*Your assignment*: Write the data out again, character for character, with no images.

*Material shown*:
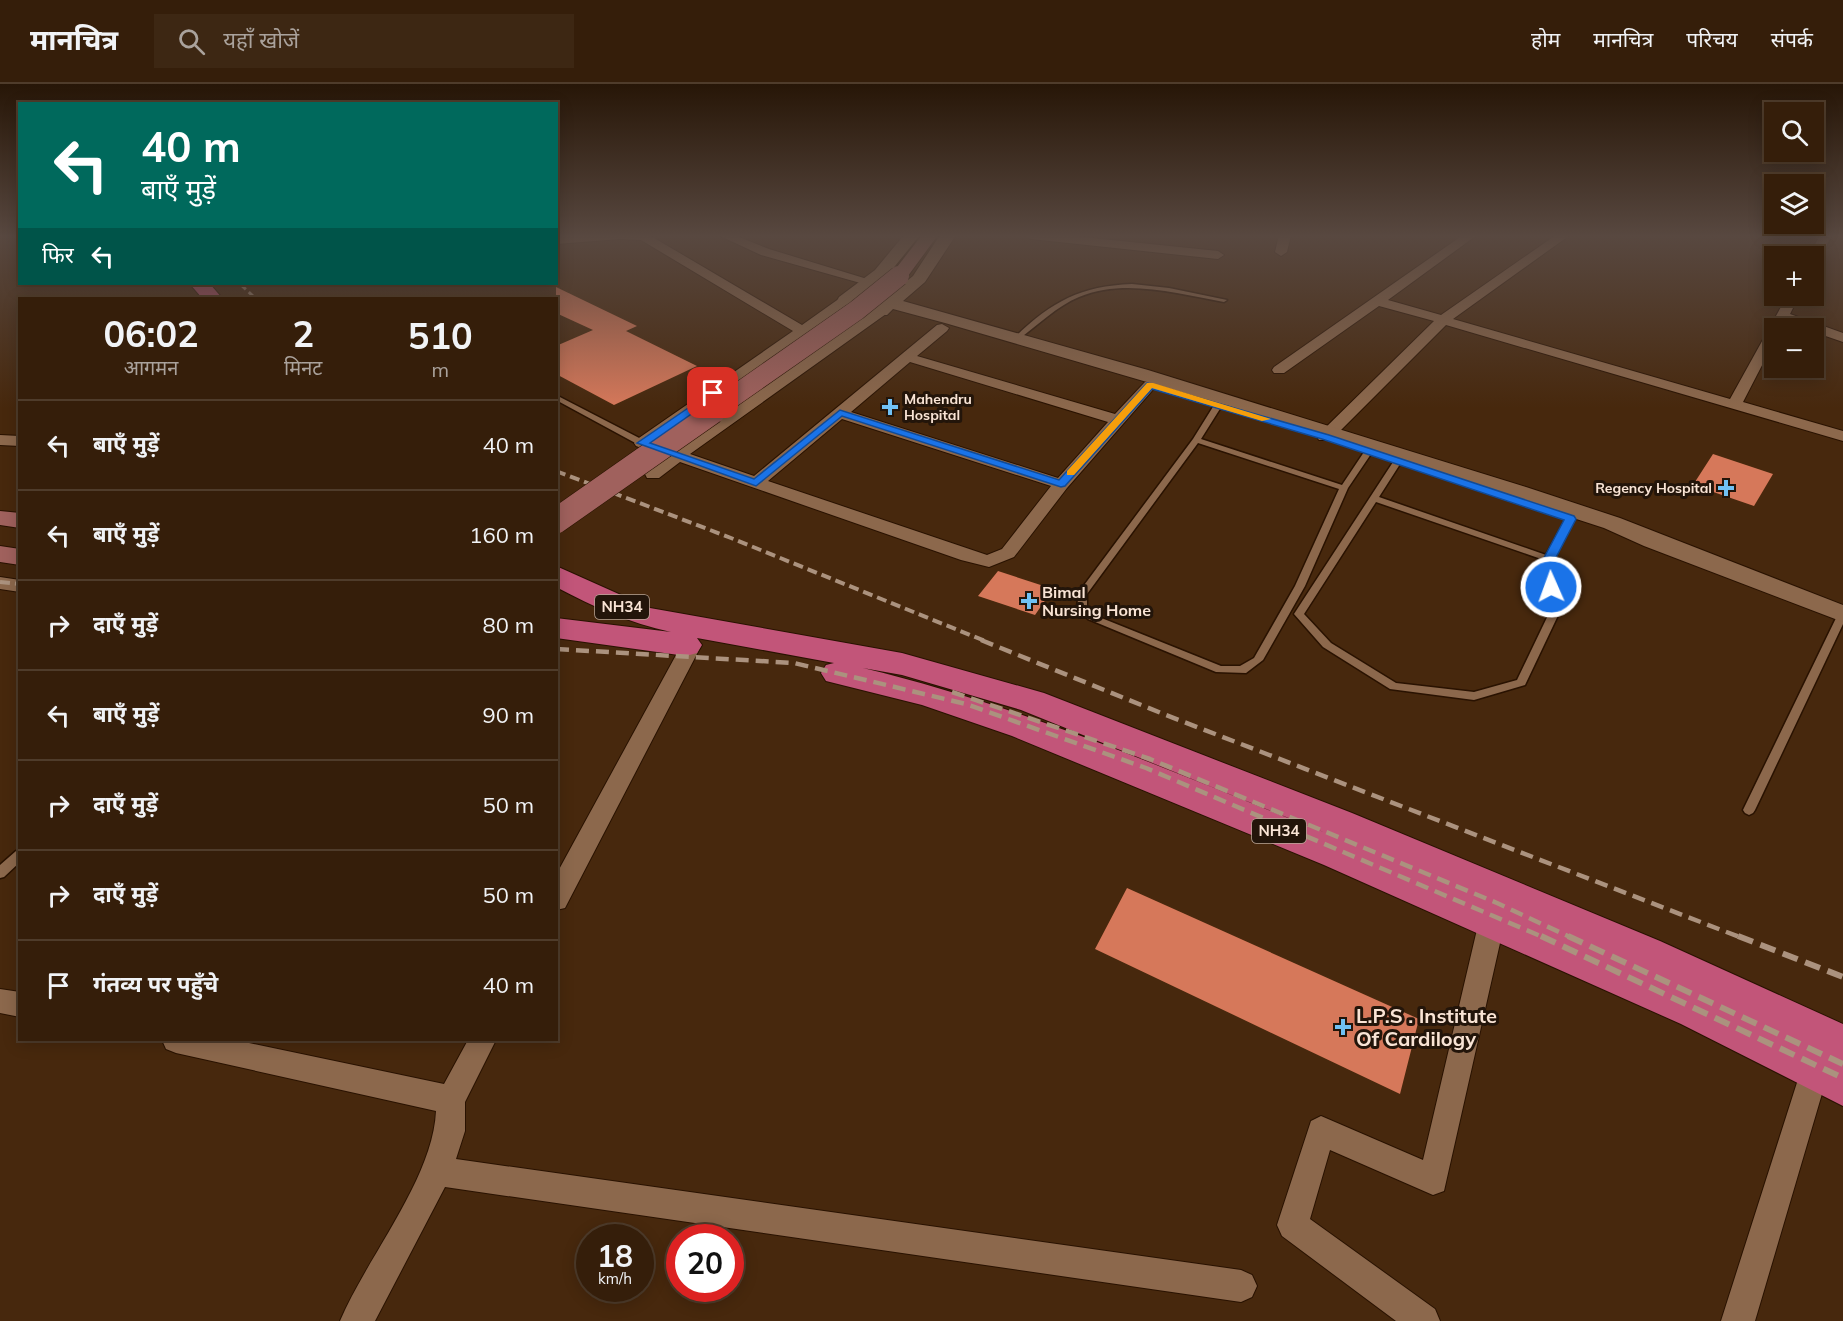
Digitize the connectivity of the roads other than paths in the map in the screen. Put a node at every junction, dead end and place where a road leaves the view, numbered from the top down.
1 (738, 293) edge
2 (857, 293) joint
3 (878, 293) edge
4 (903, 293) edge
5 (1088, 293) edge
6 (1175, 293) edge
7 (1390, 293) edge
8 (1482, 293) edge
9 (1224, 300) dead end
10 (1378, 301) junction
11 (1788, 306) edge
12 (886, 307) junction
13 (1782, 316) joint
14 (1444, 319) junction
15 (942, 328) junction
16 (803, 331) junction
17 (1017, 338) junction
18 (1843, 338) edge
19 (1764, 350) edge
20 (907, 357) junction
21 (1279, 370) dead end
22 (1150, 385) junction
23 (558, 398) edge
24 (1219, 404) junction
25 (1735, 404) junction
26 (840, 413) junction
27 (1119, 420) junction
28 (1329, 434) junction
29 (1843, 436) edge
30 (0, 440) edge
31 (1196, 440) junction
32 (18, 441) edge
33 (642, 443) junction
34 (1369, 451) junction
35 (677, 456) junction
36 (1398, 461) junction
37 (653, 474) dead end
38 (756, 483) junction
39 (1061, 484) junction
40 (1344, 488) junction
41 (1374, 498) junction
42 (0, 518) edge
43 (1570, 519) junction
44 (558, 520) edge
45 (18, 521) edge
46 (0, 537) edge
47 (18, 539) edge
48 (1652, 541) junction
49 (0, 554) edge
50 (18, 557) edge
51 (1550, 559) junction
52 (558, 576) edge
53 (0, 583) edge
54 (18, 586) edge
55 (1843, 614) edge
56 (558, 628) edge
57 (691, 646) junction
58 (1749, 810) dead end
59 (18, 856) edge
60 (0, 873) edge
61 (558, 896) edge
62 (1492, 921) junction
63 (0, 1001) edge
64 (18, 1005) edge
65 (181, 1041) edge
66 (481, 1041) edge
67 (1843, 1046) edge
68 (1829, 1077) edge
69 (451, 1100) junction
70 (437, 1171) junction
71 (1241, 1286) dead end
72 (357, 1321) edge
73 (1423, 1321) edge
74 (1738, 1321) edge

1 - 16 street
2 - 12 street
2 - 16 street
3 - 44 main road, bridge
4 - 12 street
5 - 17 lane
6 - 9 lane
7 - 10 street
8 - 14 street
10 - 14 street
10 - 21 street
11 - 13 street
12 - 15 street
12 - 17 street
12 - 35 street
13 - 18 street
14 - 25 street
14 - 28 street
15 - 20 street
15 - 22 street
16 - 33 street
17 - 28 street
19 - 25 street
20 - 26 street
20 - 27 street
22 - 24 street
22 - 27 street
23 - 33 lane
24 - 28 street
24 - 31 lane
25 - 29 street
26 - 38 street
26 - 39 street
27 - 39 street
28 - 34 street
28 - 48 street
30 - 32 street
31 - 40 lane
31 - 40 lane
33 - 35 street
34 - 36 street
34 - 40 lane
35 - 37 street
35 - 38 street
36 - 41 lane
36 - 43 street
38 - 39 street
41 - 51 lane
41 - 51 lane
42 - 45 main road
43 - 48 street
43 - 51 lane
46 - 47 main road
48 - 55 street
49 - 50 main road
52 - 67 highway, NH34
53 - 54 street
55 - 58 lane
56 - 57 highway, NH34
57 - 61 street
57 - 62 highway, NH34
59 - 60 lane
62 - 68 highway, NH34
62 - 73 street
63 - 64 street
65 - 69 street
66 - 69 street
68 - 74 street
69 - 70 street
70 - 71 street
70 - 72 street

*Written reply*:
Digitize the connectivity of the roads other than paths in the map in the screen. Put a node at every junction, dead end and place where a road leaves the view, numbered from the top down.
1 (738, 293) edge
2 (857, 293) joint
3 (878, 293) edge
4 (903, 293) edge
5 (1088, 293) edge
6 (1175, 293) edge
7 (1390, 293) edge
8 (1482, 293) edge
9 (1224, 300) dead end
10 (1378, 301) junction
11 (1788, 306) edge
12 (886, 307) junction
13 (1782, 316) joint
14 (1444, 319) junction
15 (942, 328) junction
16 (803, 331) junction
17 (1017, 338) junction
18 (1843, 338) edge
19 (1764, 350) edge
20 (907, 357) junction
21 (1279, 370) dead end
22 (1150, 385) junction
23 (558, 398) edge
24 (1219, 404) junction
25 (1735, 404) junction
26 (840, 413) junction
27 (1119, 420) junction
28 (1329, 434) junction
29 (1843, 436) edge
30 (0, 440) edge
31 (1196, 440) junction
32 (18, 441) edge
33 (642, 443) junction
34 (1369, 451) junction
35 (677, 456) junction
36 (1398, 461) junction
37 (653, 474) dead end
38 (756, 483) junction
39 (1061, 484) junction
40 (1344, 488) junction
41 (1374, 498) junction
42 (0, 518) edge
43 (1570, 519) junction
44 (558, 520) edge
45 (18, 521) edge
46 (0, 537) edge
47 (18, 539) edge
48 (1652, 541) junction
49 (0, 554) edge
50 (18, 557) edge
51 (1550, 559) junction
52 (558, 576) edge
53 (0, 583) edge
54 (18, 586) edge
55 (1843, 614) edge
56 (558, 628) edge
57 (691, 646) junction
58 (1749, 810) dead end
59 (18, 856) edge
60 (0, 873) edge
61 (558, 896) edge
62 (1492, 921) junction
63 (0, 1001) edge
64 (18, 1005) edge
65 (181, 1041) edge
66 (481, 1041) edge
67 (1843, 1046) edge
68 (1829, 1077) edge
69 (451, 1100) junction
70 (437, 1171) junction
71 (1241, 1286) dead end
72 (357, 1321) edge
73 (1423, 1321) edge
74 (1738, 1321) edge

1 - 16 street
2 - 12 street
2 - 16 street
3 - 44 main road, bridge
4 - 12 street
5 - 17 lane
6 - 9 lane
7 - 10 street
8 - 14 street
10 - 14 street
10 - 21 street
11 - 13 street
12 - 15 street
12 - 17 street
12 - 35 street
13 - 18 street
14 - 25 street
14 - 28 street
15 - 20 street
15 - 22 street
16 - 33 street
17 - 28 street
19 - 25 street
20 - 26 street
20 - 27 street
22 - 24 street
22 - 27 street
23 - 33 lane
24 - 28 street
24 - 31 lane
25 - 29 street
26 - 38 street
26 - 39 street
27 - 39 street
28 - 34 street
28 - 48 street
30 - 32 street
31 - 40 lane
31 - 40 lane
33 - 35 street
34 - 36 street
34 - 40 lane
35 - 37 street
35 - 38 street
36 - 41 lane
36 - 43 street
38 - 39 street
41 - 51 lane
41 - 51 lane
42 - 45 main road
43 - 48 street
43 - 51 lane
46 - 47 main road
48 - 55 street
49 - 50 main road
52 - 67 highway, NH34
53 - 54 street
55 - 58 lane
56 - 57 highway, NH34
57 - 61 street
57 - 62 highway, NH34
59 - 60 lane
62 - 68 highway, NH34
62 - 73 street
63 - 64 street
65 - 69 street
66 - 69 street
68 - 74 street
69 - 70 street
70 - 71 street
70 - 72 street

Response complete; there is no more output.